Directions for this task: What is needed is the full set of records, word for word, with no pictures.

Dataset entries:
______________________________

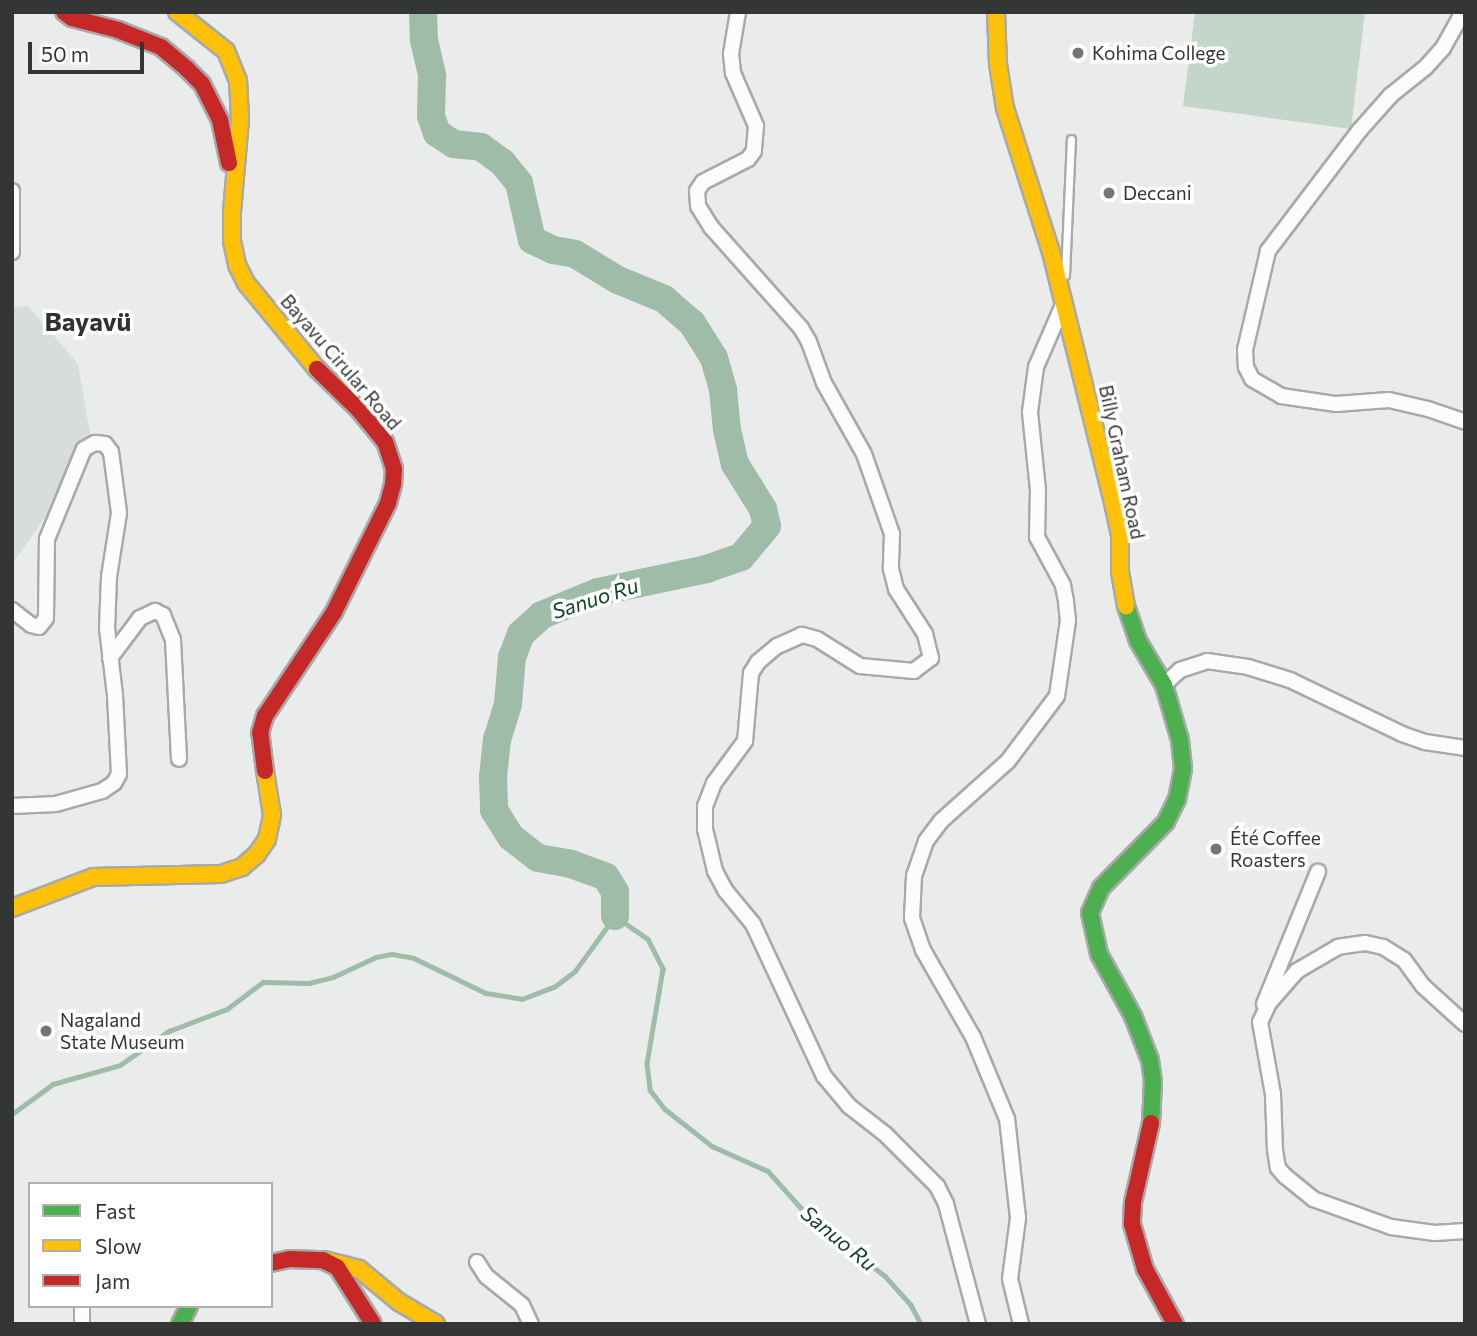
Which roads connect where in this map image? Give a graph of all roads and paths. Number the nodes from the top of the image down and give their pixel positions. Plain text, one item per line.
1 (64, 12) edge
2 (177, 12) edge
3 (738, 12) edge
4 (996, 12) edge
5 (1463, 12) edge
6 (81, 15) edge
7 (1071, 139) dead end
8 (232, 183) junction
9 (12, 191) edge
10 (12, 251) edge
11 (1064, 304) junction
12 (1465, 422) edge
13 (12, 610) edge
14 (110, 658) junction
15 (1164, 685) junction
16 (1465, 748) edge
17 (179, 759) dead end
18 (12, 806) edge
19 (1318, 872) dead end
20 (12, 908) edge
21 (1260, 1023) junction
22 (1465, 1024) edge
23 (1465, 1231) edge
24 (323, 1260) junction
25 (477, 1262) dead end
26 (273, 1263) edge
27 (188, 1308) edge
28 (180, 1324) edge
29 (373, 1324) edge
30 (436, 1324) edge
31 (531, 1324) edge
32 (978, 1324) edge
33 (1021, 1324) edge
34 (1175, 1324) edge

1 - 6 main road
2 - 8 main road, Bayavu Cirular Road
3 - 32 street
4 - 11 main road, Billy Graham Road
5 - 12 street
6 - 8 main road
7 - 11 lane
8 - 20 main road, Bayavu Cirular Road
9 - 10 street
11 - 15 main road, Billy Graham Road
11 - 33 street
13 - 14 street
14 - 17 street
14 - 18 street
15 - 16 street
15 - 34 main road, Billy Graham Road
19 - 21 street
21 - 22 street
21 - 23 street
24 - 26 main road
24 - 29 main road
24 - 30 main road
25 - 31 street
27 - 28 main road

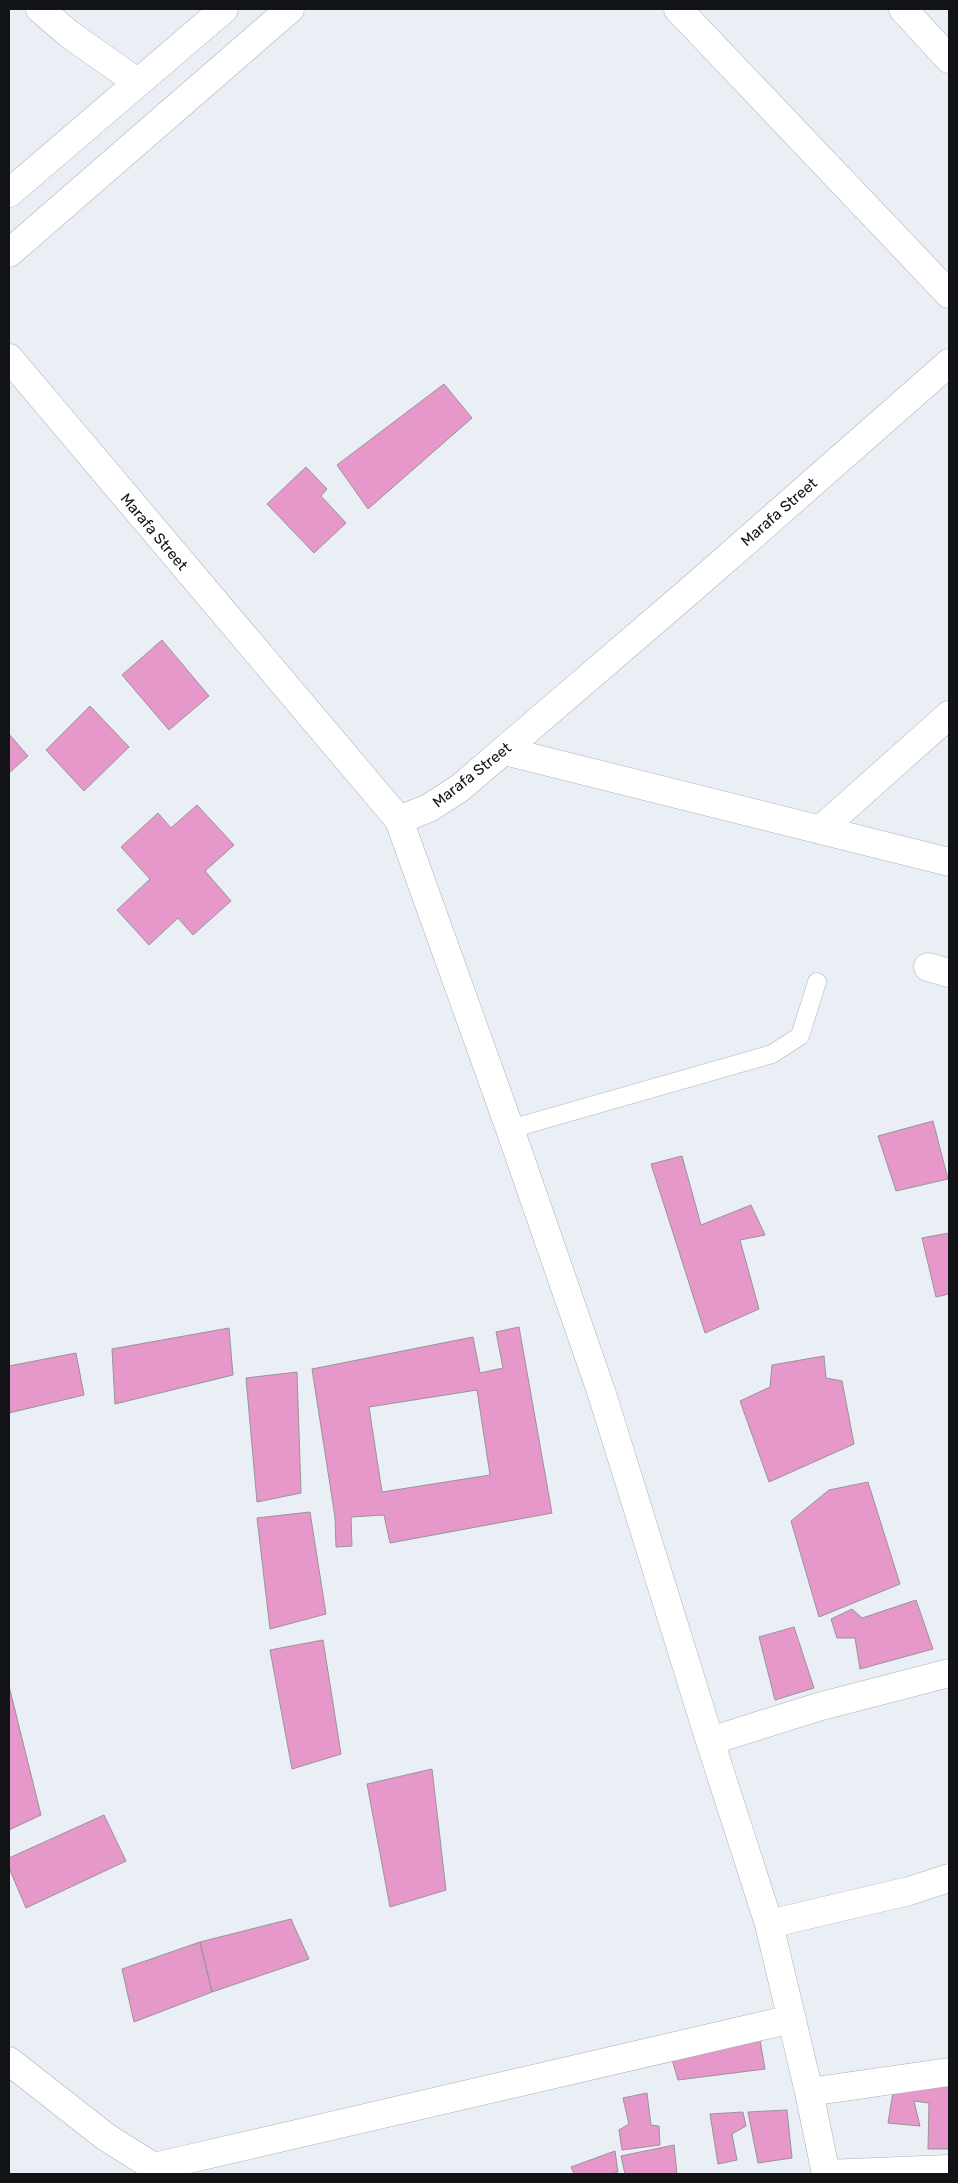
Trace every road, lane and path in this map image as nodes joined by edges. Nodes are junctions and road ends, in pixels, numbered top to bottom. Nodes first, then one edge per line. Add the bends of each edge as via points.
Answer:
1 (40, 9) edge
2 (224, 9) edge
3 (290, 9) edge
4 (678, 9) edge
5 (904, 9) edge
6 (949, 60) edge
7 (136, 82) junction
8 (9, 193) edge
9 (9, 253) edge
10 (949, 294) edge
11 (9, 358) edge
12 (949, 363) edge
13 (949, 715) edge
14 (504, 751) junction
15 (399, 820) junction
16 (820, 830) junction
17 (949, 862) edge
18 (817, 982) dead end
19 (510, 1129) junction
20 (949, 1673) edge
21 (710, 1741) junction
22 (949, 1878) edge
23 (769, 1924) junction
24 (792, 2019) junction
25 (9, 2061) edge
26 (949, 2072) edge
27 (809, 2092) junction
28 (949, 2169) edge
29 (159, 2171) edge
30 (826, 2174) edge

1 - 7 street
2 - 7 street
3 - 9 street
4 - 10 street
5 - 6 street
7 - 8 street
11 - 15 street, Marafa Street
12 - 14 street, Marafa Street
13 - 16 street
14 - 15 street, Marafa Street via 430,808
14 - 16 street
15 - 19 street
16 - 17 street
18 - 19 lane via 800,1036 772,1054
19 - 21 street via 602,1394
20 - 21 street via 818,1707
21 - 23 street
22 - 23 street via 909,1891
23 - 24 street
24 - 27 street
24 - 29 street
25 - 29 street via 106,2137
26 - 27 street
27 - 30 street
28 - 30 street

______________________________

Answer to the problem:
Which roads connect where in this map image? Give a graph of all roads and paths. Number the nodes from the top of the image down and give their pixel positions. Plain text, one item per line.
1 (64, 12) edge
2 (177, 12) edge
3 (738, 12) edge
4 (996, 12) edge
5 (1463, 12) edge
6 (81, 15) edge
7 (1071, 139) dead end
8 (232, 183) junction
9 (12, 191) edge
10 (12, 251) edge
11 (1064, 304) junction
12 (1465, 422) edge
13 (12, 610) edge
14 (110, 658) junction
15 (1164, 685) junction
16 (1465, 748) edge
17 (179, 759) dead end
18 (12, 806) edge
19 (1318, 872) dead end
20 (12, 908) edge
21 (1260, 1023) junction
22 (1465, 1024) edge
23 (1465, 1231) edge
24 (323, 1260) junction
25 (477, 1262) dead end
26 (273, 1263) edge
27 (188, 1308) edge
28 (180, 1324) edge
29 (373, 1324) edge
30 (436, 1324) edge
31 (531, 1324) edge
32 (978, 1324) edge
33 (1021, 1324) edge
34 (1175, 1324) edge

1 - 6 main road
2 - 8 main road, Bayavu Cirular Road
3 - 32 street
4 - 11 main road, Billy Graham Road
5 - 12 street
6 - 8 main road
7 - 11 lane
8 - 20 main road, Bayavu Cirular Road
9 - 10 street
11 - 15 main road, Billy Graham Road
11 - 33 street
13 - 14 street
14 - 17 street
14 - 18 street
15 - 16 street
15 - 34 main road, Billy Graham Road
19 - 21 street
21 - 22 street
21 - 23 street
24 - 26 main road
24 - 29 main road
24 - 30 main road
25 - 31 street
27 - 28 main road

Trace every road, lane and path in this map image as nodes joined by edges. Nodes are junctions and road ends, in pixels, numbered top to bottom. Nodes first, then one edge per line. Add the bends of each edge as via points.
Answer:
1 (40, 9) edge
2 (224, 9) edge
3 (290, 9) edge
4 (678, 9) edge
5 (904, 9) edge
6 (949, 60) edge
7 (136, 82) junction
8 (9, 193) edge
9 (9, 253) edge
10 (949, 294) edge
11 (9, 358) edge
12 (949, 363) edge
13 (949, 715) edge
14 (504, 751) junction
15 (399, 820) junction
16 (820, 830) junction
17 (949, 862) edge
18 (817, 982) dead end
19 (510, 1129) junction
20 (949, 1673) edge
21 (710, 1741) junction
22 (949, 1878) edge
23 (769, 1924) junction
24 (792, 2019) junction
25 (9, 2061) edge
26 (949, 2072) edge
27 (809, 2092) junction
28 (949, 2169) edge
29 (159, 2171) edge
30 (826, 2174) edge

1 - 7 street
2 - 7 street
3 - 9 street
4 - 10 street
5 - 6 street
7 - 8 street
11 - 15 street, Marafa Street
12 - 14 street, Marafa Street
13 - 16 street
14 - 15 street, Marafa Street via 430,808
14 - 16 street
15 - 19 street
16 - 17 street
18 - 19 lane via 800,1036 772,1054
19 - 21 street via 602,1394
20 - 21 street via 818,1707
21 - 23 street
22 - 23 street via 909,1891
23 - 24 street
24 - 27 street
24 - 29 street
25 - 29 street via 106,2137
26 - 27 street
27 - 30 street
28 - 30 street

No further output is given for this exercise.